= Heber LeBaron =

Mormon fundamentalist cult leader

William Heber LeBaron is a convicted murderer who once led the cult Church of the Lamb of God.

==Early years==
William Heber LeBaron was one of 54 children sired by Ervil LeBaron, a member of a polygamous Mormon fundamentalist group. The LeBarons were descendants of Benjamin F. Johnson, one of the earliest followers of Latter Day Saint movement founder Joseph Smith. When the Church of Jesus Christ of Latter-day Saints renounced polygamy, Johnson and his family became Mormon fundamentalists and continued the practice.

Johnson's grandson, Alma Dayer LeBaron Sr., believed that Johnson was the rightful successor to Smith, and that Johnson had appointed Alma to follow him. Alma LeBaron moved his family to Mexico, where the government showed no interest in prosecuting polygamists. After Alma's death, his son Joel founded The Church of the Firstborn of the Fulness of Times and named himself the One Mighty and Strong. Ervil LeBaron served as his brother's second-in-command for several years, but in 1967 began preaching that he, and not Joel, was the true leader of the church.

By 1972, Ervil founded his own sect, the Church of the First Born of the Lamb of God. He preached the importance of blood atonement, a long-renounced Mormon principle that required that the blood of sinners be shed to ensure that they have a place in Heaven. Ervil LeBaron also claimed that he was the true leader of all polygamous Mormon sects, and that they should all tithe to support him and his church. Those who refused were threatened with violence. Ervil died in jail in 1981, after being convicted of plotting the murder of Rulon C. Allred, leader of one of the largest polygamous sects. While incarcerated, Ervil crafted a list of people who deserved blood atonement, consisting of people who had left his church or otherwise upset him. Ervil's manifesto also included a list of men who would succeed him as leader of the cult. His son Heber was listed second, after Ervil's eldest son Arturo.

==Cult leader==
Heber LeBaron was 20 years old when he assumed leadership of the cult after his elder half-brother's death. Under his leadership, the cult fully embraced criminal enterprises. He was convicted in Arizona of operating a large auto theft ring. He was also charged with attempted murder of a guard during a bank robbery in Texas.

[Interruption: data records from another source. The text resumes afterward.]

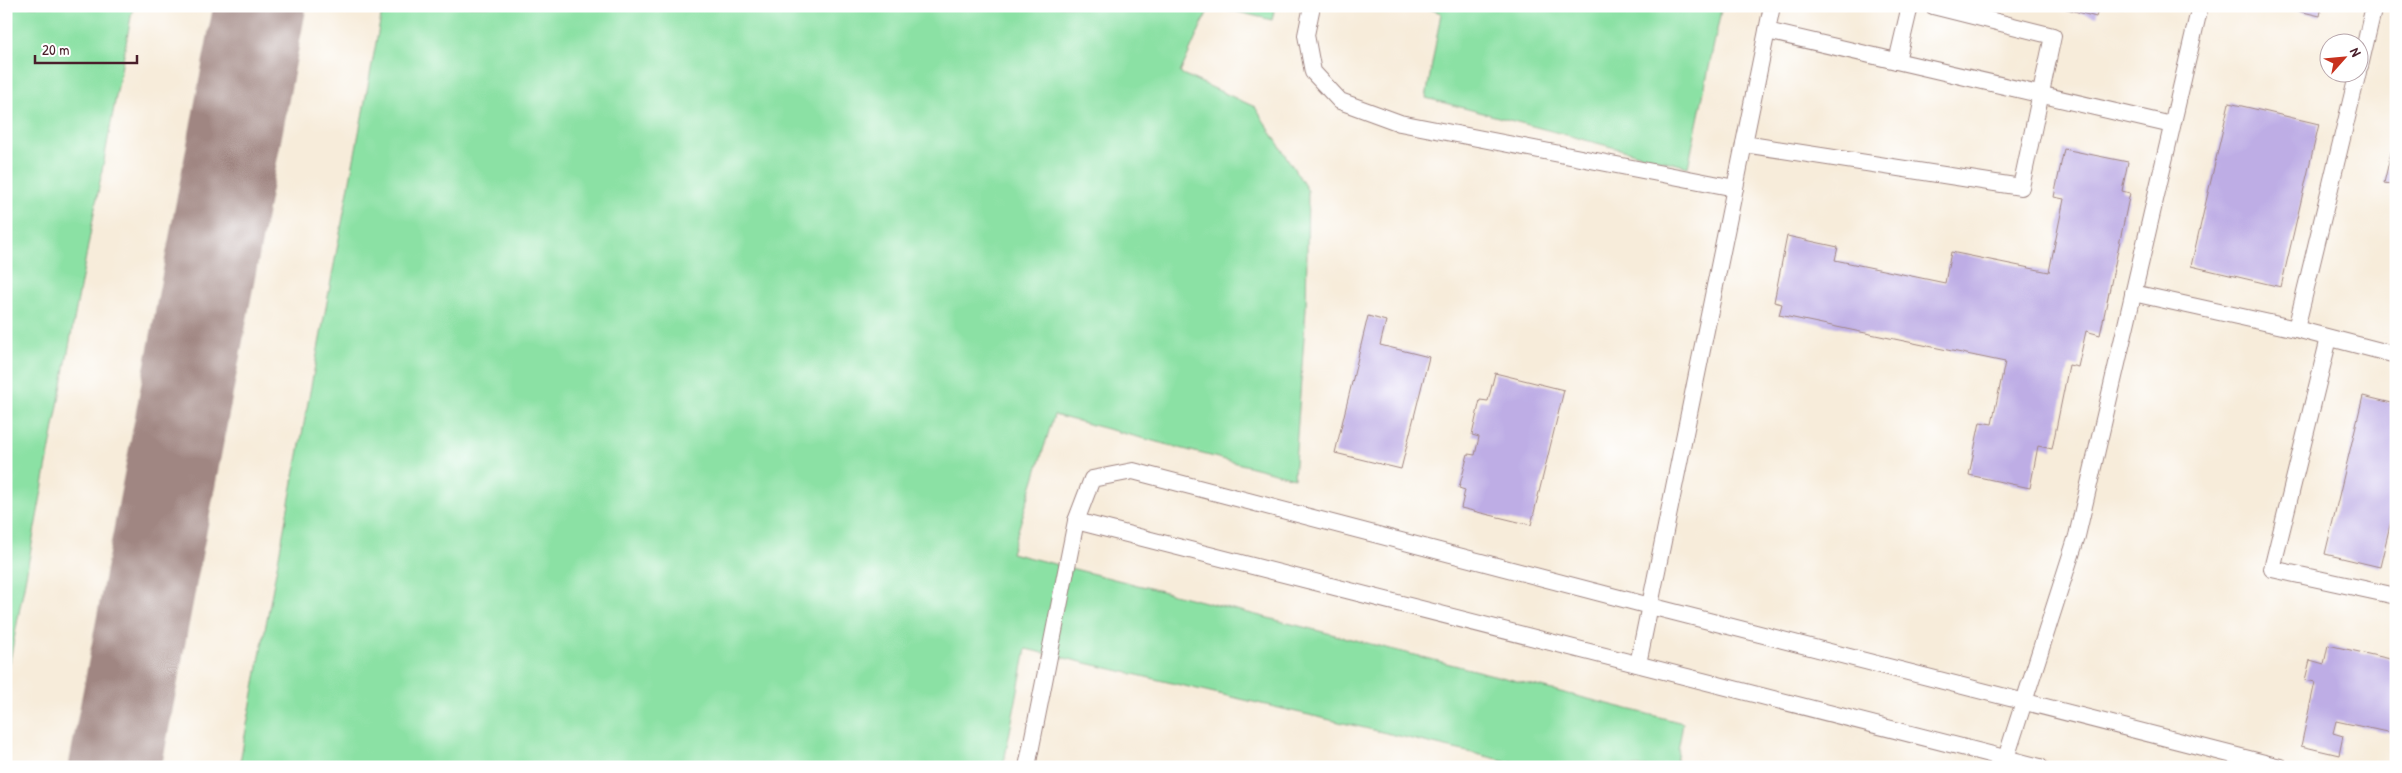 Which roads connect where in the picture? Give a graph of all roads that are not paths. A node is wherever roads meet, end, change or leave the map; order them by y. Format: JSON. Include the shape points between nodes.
{"nodes":[{"id":1,"x":1312,"y":6,"type":"edge"},
{"id":2,"x":1772,"y":6,"type":"edge"},
{"id":3,"x":1910,"y":6,"type":"edge"},
{"id":4,"x":1933,"y":6,"type":"edge"},
{"id":5,"x":2200,"y":6,"type":"edge"},
{"id":6,"x":2374,"y":6,"type":"edge"},
{"id":7,"x":1767,"y":31,"type":"junction"},
{"id":8,"x":2368,"y":32,"type":"edge"},
{"id":9,"x":1897,"y":61,"type":"junction"},
{"id":10,"x":2356,"y":82,"type":"edge"},
{"id":11,"x":2041,"y":94,"type":"junction"},
{"id":12,"x":2172,"y":125,"type":"junction"},
{"id":13,"x":1744,"y":144,"type":"junction"},
{"id":14,"x":1735,"y":188,"type":"junction"},
{"id":15,"x":2134,"y":293,"type":"junction"},
{"id":16,"x":2296,"y":329,"type":"junction"},
{"id":17,"x":2329,"y":338,"type":"junction"},
{"id":18,"x":2396,"y":355,"type":"edge"},
{"id":19,"x":1076,"y":521,"type":"junction"},
{"id":20,"x":2396,"y":596,"type":"edge"},
{"id":21,"x":1650,"y":606,"type":"junction"},
{"id":22,"x":1638,"y":664,"type":"junction"},
{"id":23,"x":2024,"y":702,"type":"junction"},
{"id":24,"x":2006,"y":758,"type":"junction"},
{"id":25,"x":1027,"y":767,"type":"edge"},
{"id":26,"x":2040,"y":767,"type":"edge"},
{"id":27,"x":2280,"y":767,"type":"edge"}],
"edges":[{"from":1,"to":14,"type":"lane","via":[[1306,35],[1313,72],[1340,101],[1400,123]]},
{"from":2,"to":7,"type":"lane"},
{"from":3,"to":9,"type":"lane"},
{"from":4,"to":11,"type":"lane","via":[[2053,36]]},
{"from":5,"to":12,"type":"lane"},
{"from":6,"to":8,"type":"lane"},
{"from":7,"to":9,"type":"lane"},
{"from":7,"to":13,"type":"lane"},
{"from":9,"to":11,"type":"lane"},
{"from":10,"to":16,"type":"lane"},
{"from":11,"to":12,"type":"lane"},
{"from":11,"to":13,"type":"lane","via":[[2021,187]]},
{"from":12,"to":15,"type":"lane"},
{"from":13,"to":14,"type":"lane"},
{"from":14,"to":21,"type":"lane"},
{"from":15,"to":16,"type":"lane"},
{"from":15,"to":23,"type":"lane","via":[[2077,536]]},
{"from":16,"to":17,"type":"lane"},
{"from":17,"to":18,"type":"lane"},
{"from":17,"to":20,"type":"lane","via":[[2272,569]]},
{"from":19,"to":21,"type":"lane","via":[[1092,479],[1133,471]]},
{"from":19,"to":22,"type":"lane"},
{"from":19,"to":25,"type":"lane"},
{"from":21,"to":22,"type":"lane"},
{"from":21,"to":23,"type":"lane"},
{"from":22,"to":24,"type":"lane"},
{"from":23,"to":24,"type":"lane"},
{"from":23,"to":27,"type":"lane"},
{"from":24,"to":26,"type":"lane"}]}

LeBaron committed to enforcing his father's wish to blood atone perceived traitors. After his younger half-brother Richard agreed to testify against him, LeBaron was convicted of killing former cult member Mark Chynoweth in one of what was known as the 4 O'Clock murders. Chynoweth's brother Duane, Duane's 8-year-old daughter Jennifer, and LeBaron's half-brother Ed Marston were also killed at approximately the same time, 4 pm on June 27, 1988.

==Post-conviction==
LeBaron claims to have converted to evangelical Protestantism and to be ashamed of his actions while with the cult.

==Sources==
Anderson, Scott (1992). "The 4 O'Clock Murders: The True Story of a Mormon Family's Veneance"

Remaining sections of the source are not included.